◆ **Task description**: Without including any picture, write out the entries exactly as they stand.

◆ **Data in this exercise**:
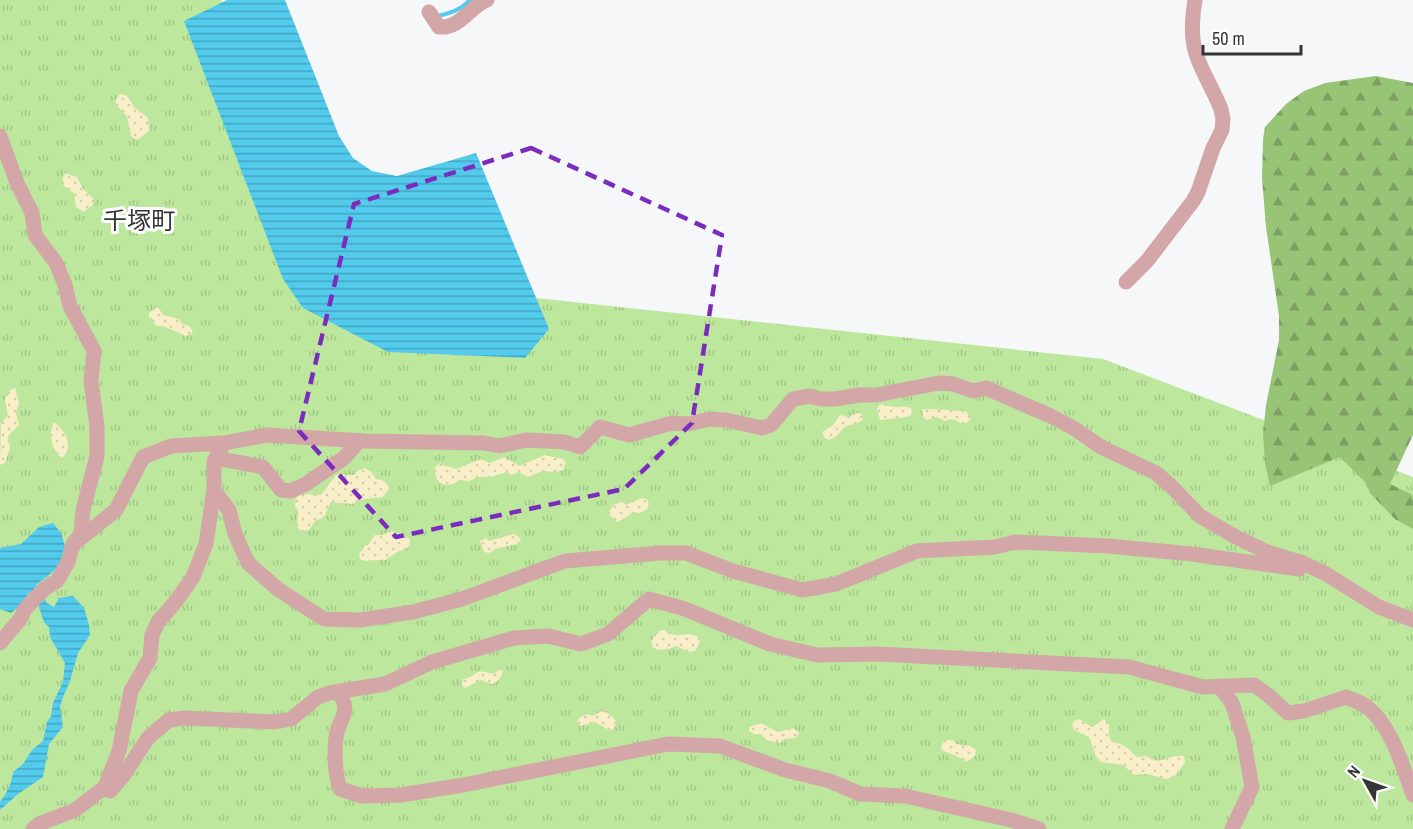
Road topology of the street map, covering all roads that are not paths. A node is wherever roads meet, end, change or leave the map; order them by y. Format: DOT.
graph roads {
  1 [pos="487,0"];
  2 [pos="1195,0"];
  3 [pos="432,17"];
  4 [pos="0,136"];
  5 [pos="1126,282"];
  6 [pos="359,441"];
  7 [pos="224,443"];
  8 [pos="216,458"];
  9 [pos="214,491"];
  10 [pos="73,544"];
  11 [pos="1320,571"];
  12 [pos="1413,620"];
  13 [pos="0,643"];
  14 [pos="1218,686"];
  15 [pos="338,692"];
  16 [pos="105,787"];
  17 [pos="1413,795"];
  18 [pos="33,829"];
  19 [pos="1039,829"];
  20 [pos="1232,829"];
  1 -- 3 [label="street"];
  2 -- 5 [label="street"];
  4 -- 10 [label="street"];
  6 -- 7 [label="street"];
  6 -- 8 [label="street"];
  6 -- 11 [label="street"];
  7 -- 8 [label="street"];
  7 -- 10 [label="street"];
  8 -- 9 [label="street"];
  9 -- 11 [label="street"];
  9 -- 16 [label="street"];
  10 -- 13 [label="street"];
  11 -- 12 [label="street"];
  14 -- 15 [label="street"];
  14 -- 17 [label="street"];
  14 -- 20 [label="street"];
  15 -- 16 [label="street"];
  15 -- 19 [label="street"];
  16 -- 18 [label="street"];
}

◆ **Result for this task**:
Road topology of the street map, covering all roads that are not paths. A node is wherever roads meet, end, change or leave the map; order them by y. Format: DOT.
graph roads {
  1 [pos="487,0"];
  2 [pos="1195,0"];
  3 [pos="432,17"];
  4 [pos="0,136"];
  5 [pos="1126,282"];
  6 [pos="359,441"];
  7 [pos="224,443"];
  8 [pos="216,458"];
  9 [pos="214,491"];
  10 [pos="73,544"];
  11 [pos="1320,571"];
  12 [pos="1413,620"];
  13 [pos="0,643"];
  14 [pos="1218,686"];
  15 [pos="338,692"];
  16 [pos="105,787"];
  17 [pos="1413,795"];
  18 [pos="33,829"];
  19 [pos="1039,829"];
  20 [pos="1232,829"];
  1 -- 3 [label="street"];
  2 -- 5 [label="street"];
  4 -- 10 [label="street"];
  6 -- 7 [label="street"];
  6 -- 8 [label="street"];
  6 -- 11 [label="street"];
  7 -- 8 [label="street"];
  7 -- 10 [label="street"];
  8 -- 9 [label="street"];
  9 -- 11 [label="street"];
  9 -- 16 [label="street"];
  10 -- 13 [label="street"];
  11 -- 12 [label="street"];
  14 -- 15 [label="street"];
  14 -- 17 [label="street"];
  14 -- 20 [label="street"];
  15 -- 16 [label="street"];
  15 -- 19 [label="street"];
  16 -- 18 [label="street"];
}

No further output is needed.